President Obama declares LGBT icon Stonewall Inn a national monument

President Obama on Friday signed a proclamation to designate New York's Stonewall Inn as a national monument, the first such monument to LGBT rights. The iconic building is the place where, on June 28, 1969, LGBT protesters defied a police raid in a seminal struggle for gay rights. "The riots became protests. The protests became a movement. The movement ultimately became an integral part of America," Obama said in a video announcing the designation. "Stonewall will be our first national monument to tell the story of the struggle for LGBT rights." During his presidency, Obama has protected more than 265 million acres of national land.

8

$15 minimum wage added to Democratic Party platform

In a significant concession to candidate Bernie Sanders, the Democratic Party has added support for a national $15 minimum wage to its official platform, even using Sanders' favored phrase — "starvation wage" — to describe the current federal minimum of $7.25 per hour. Presumptive Democratic nominee Hillary Clinton has generally preferred a $12 minimum wage, and Sanders is widely believed to be maintaining his campaign to secure such policy wins. The platform committee also echoed Sanders in supporting death penalty abolition and the expansion of Social Security.

9

Pope pays tribute to victims of the Armenian genocide

Pope Francis commemorated the 1.5 million victims of the Armenian genocide of 1915 on Saturday, participating in a prayer service with the Armenian Apostolic Church. "Here I pray, with pain in my heart, so that never again will there be tragedies like this, so that humanity does not forget and knows how to overcome evil with good," he wrote in a church guestbook.
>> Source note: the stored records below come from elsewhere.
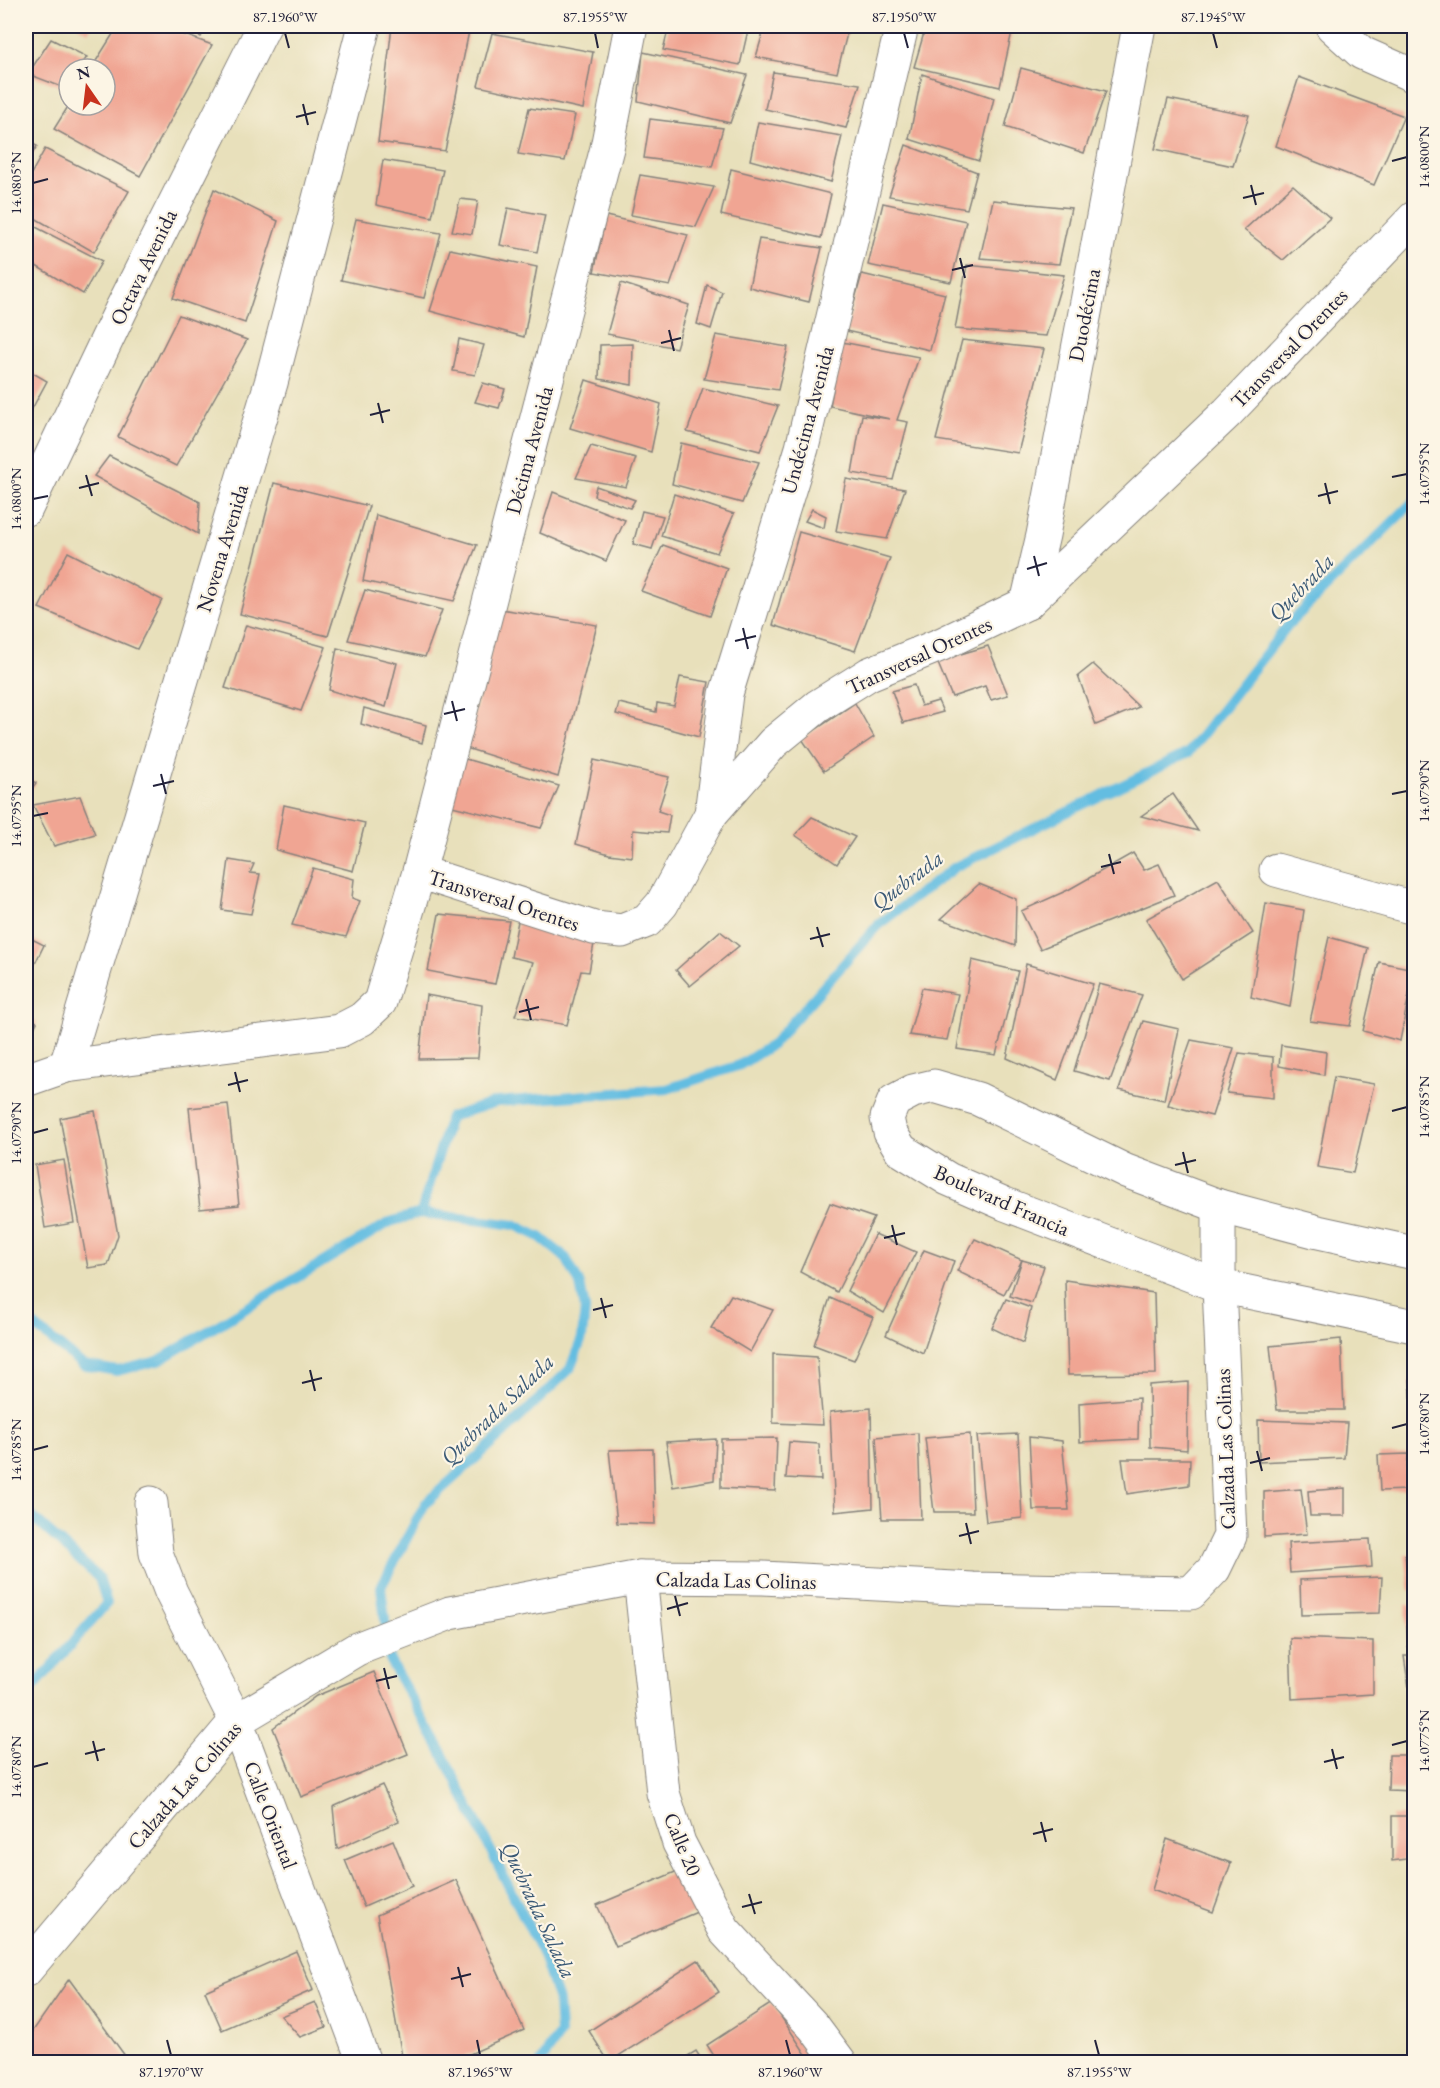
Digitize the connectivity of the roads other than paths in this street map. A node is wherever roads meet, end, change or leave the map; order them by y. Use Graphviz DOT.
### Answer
graph roads {
  1 [pos="264,26"];
  2 [pos="363,26"];
  3 [pos="631,26"];
  4 [pos="902,26"];
  5 [pos="1139,26"];
  6 [pos="1332,26"];
  7 [pos="1414,76"];
  8 [pos="1414,218"];
  9 [pos="26,509"];
  10 [pos="1027,603"];
  11 [pos="711,814"];
  12 [pos="1276,870"];
  13 [pos="418,872"];
  14 [pos="1414,908"];
  15 [pos="66,1066"];
  16 [pos="26,1080"];
  17 [pos="1219,1206"];
  18 [pos="1414,1253"];
  19 [pos="1219,1286"];
  20 [pos="1414,1326"];
  21 [pos="151,1503"];
  22 [pos="640,1577"];
  23 [pos="236,1720"];
  24 [pos="26,1970"];
  25 [pos="364,2062"];
  26 [pos="840,2062"];
  1 -- 9 [label="street, Octava Avenida"];
  2 -- 15 [label="street, Novena Avenida"];
  3 -- 13 [label="street, Décima Avenida"];
  4 -- 11 [label="street, Undécima Avenida"];
  5 -- 10 [label="street, Duodécima"];
  6 -- 7 [label="street"];
  8 -- 10 [label="street, Transversal Orentes"];
  10 -- 11 [label="street, Transversal Orentes"];
  11 -- 13 [label="street, Transversal Orentes"];
  12 -- 14 [label="street"];
  13 -- 15 [label="street, Transversal Orentes"];
  15 -- 16 [label="street, Transversal Orentes"];
  17 -- 18 [label="street, Boulevard Francia"];
  17 -- 19 [label="street, Calzada Las Colinas"];
  17 -- 19 [label="street, Boulevard Francia"];
  19 -- 20 [label="street, Boulevard Francia"];
  19 -- 22 [label="street, Calzada Las Colinas"];
  21 -- 23 [label="street, Calle Oriental"];
  22 -- 23 [label="street, Calzada Las Colinas"];
  22 -- 26 [label="street, Calle 20"];
  23 -- 24 [label="street, Calzada Las Colinas"];
  23 -- 25 [label="street, Calle Oriental"];
}
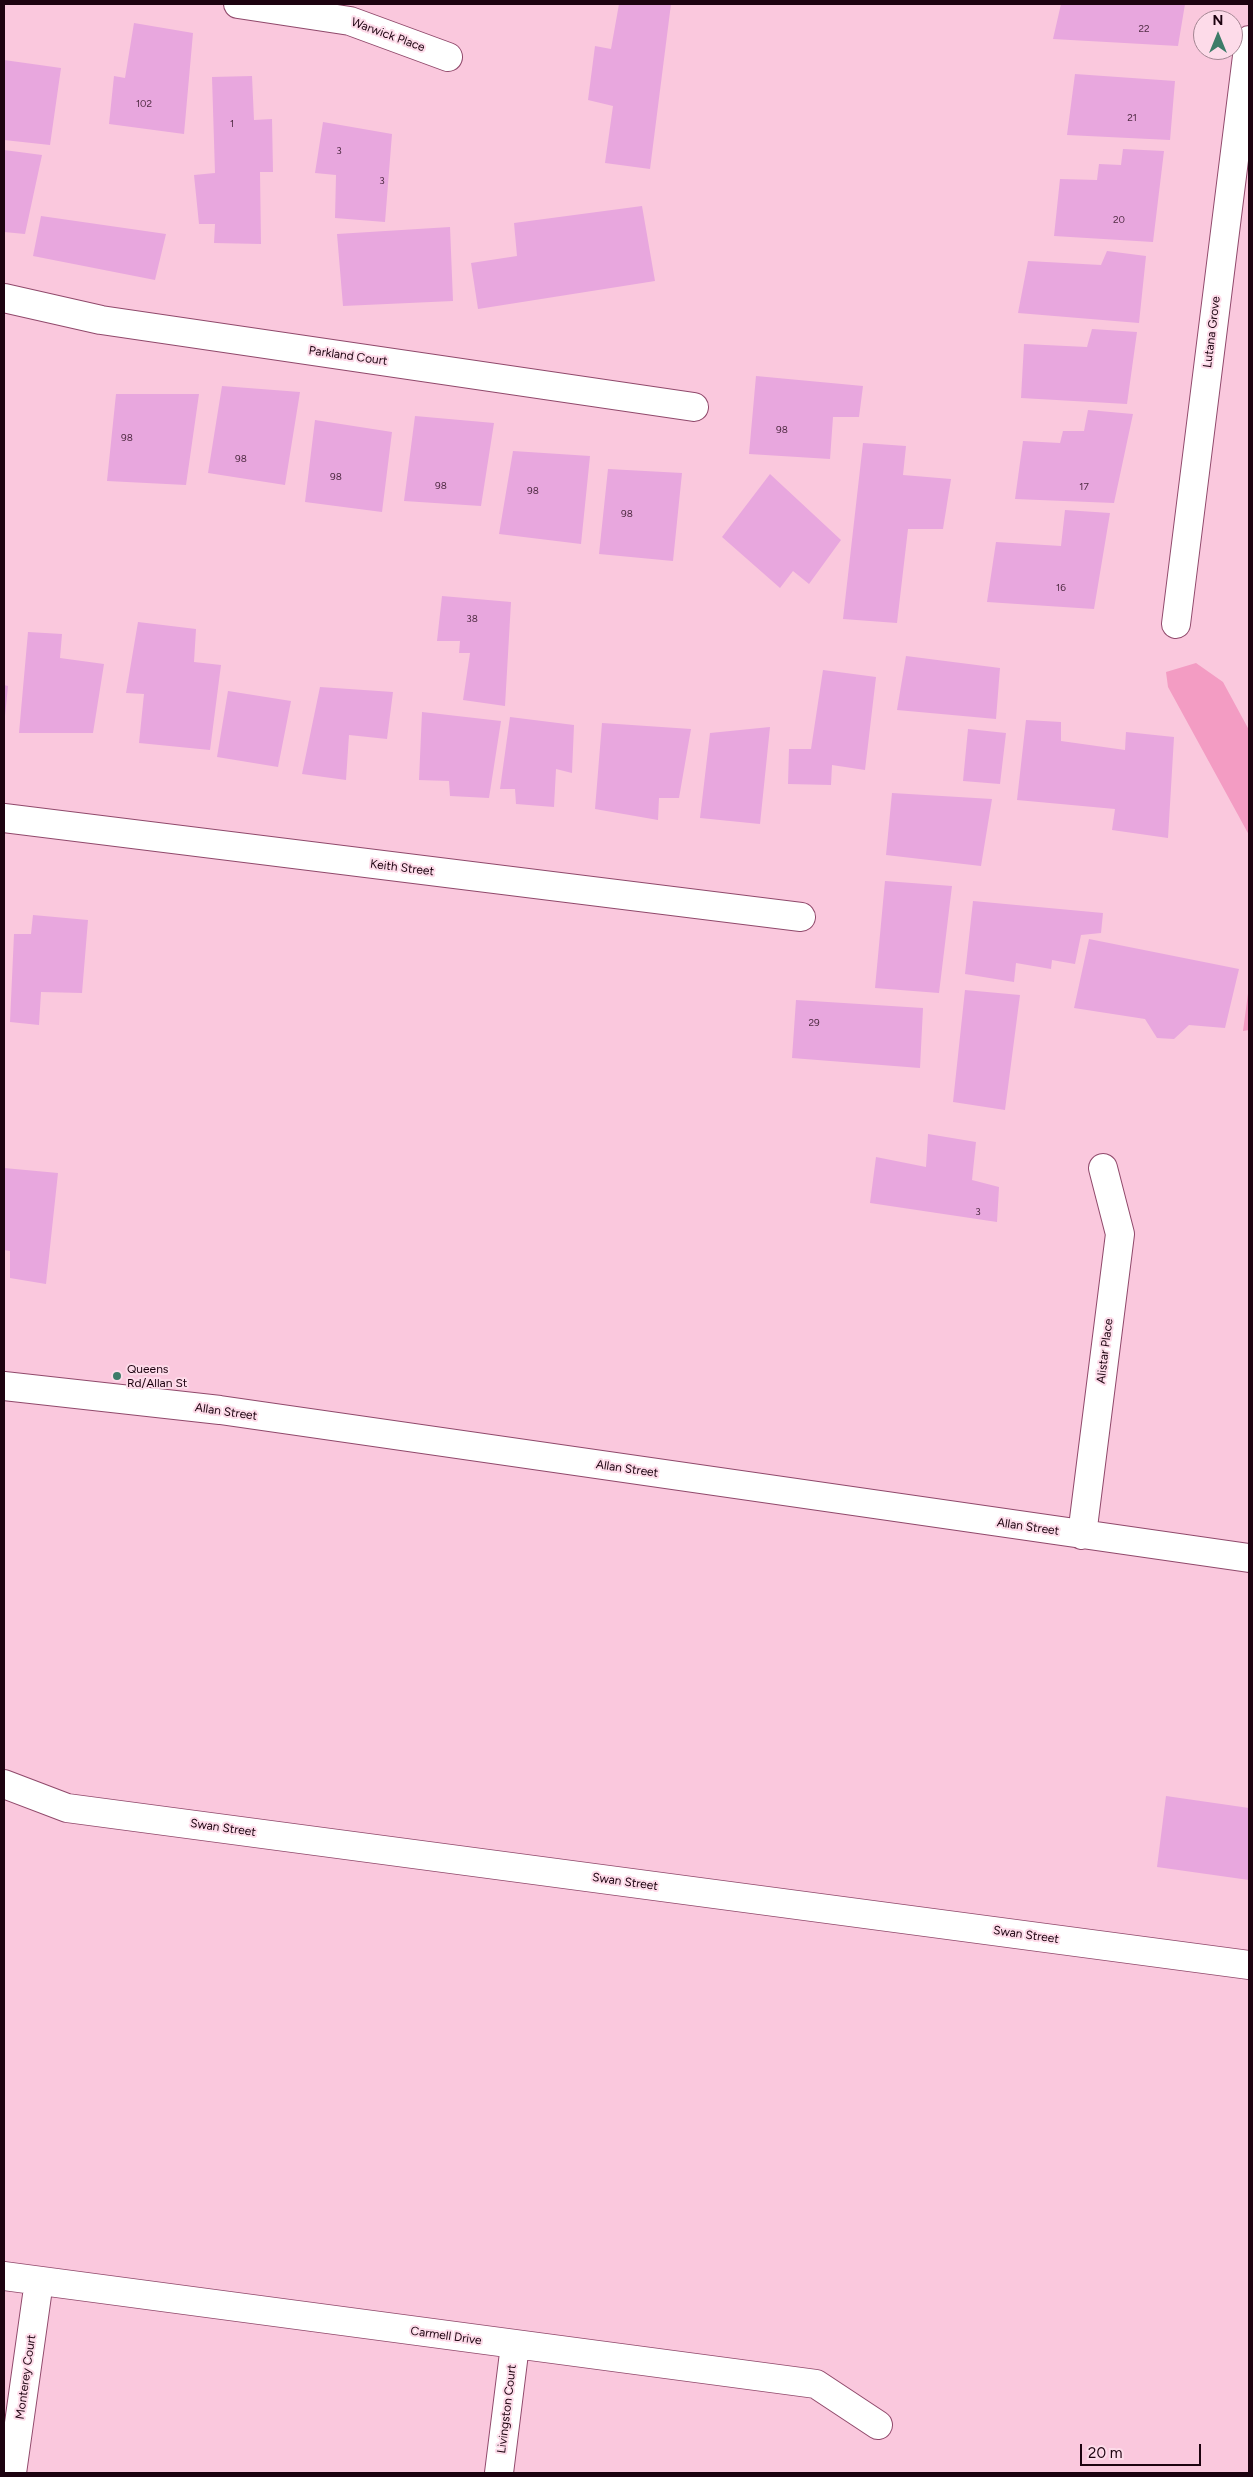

The pope's use of the term "genocide" for the century-old massacre is controversial, as Turkey — then part of the Ottoman Empire, which perpetrated the attacks — denies the killings constitute a genocide.

10

Kanye West’s new video features nude wax figures of Taylor Swift, Donald Trump, and more

Rapper Kanye West debuted a music video for his single, Famous, Friday night to an audience of 8,000 fans in Inglewood, California. The video features waxworks of 12 celebrities, all fully nude, reclining on a giant bed together. The lifelike figures are of Taylor Swift, George W. Bush, Donald Trump, Anna Wintour, Chris Brown, Kim Kardashian West, Ray J, Amber Rose, Caitlyn Jenner, Bill Cosby, and Rihanna. "It’s not in support or anti any of [the people in the video]," West said. "It’s a comment on fame."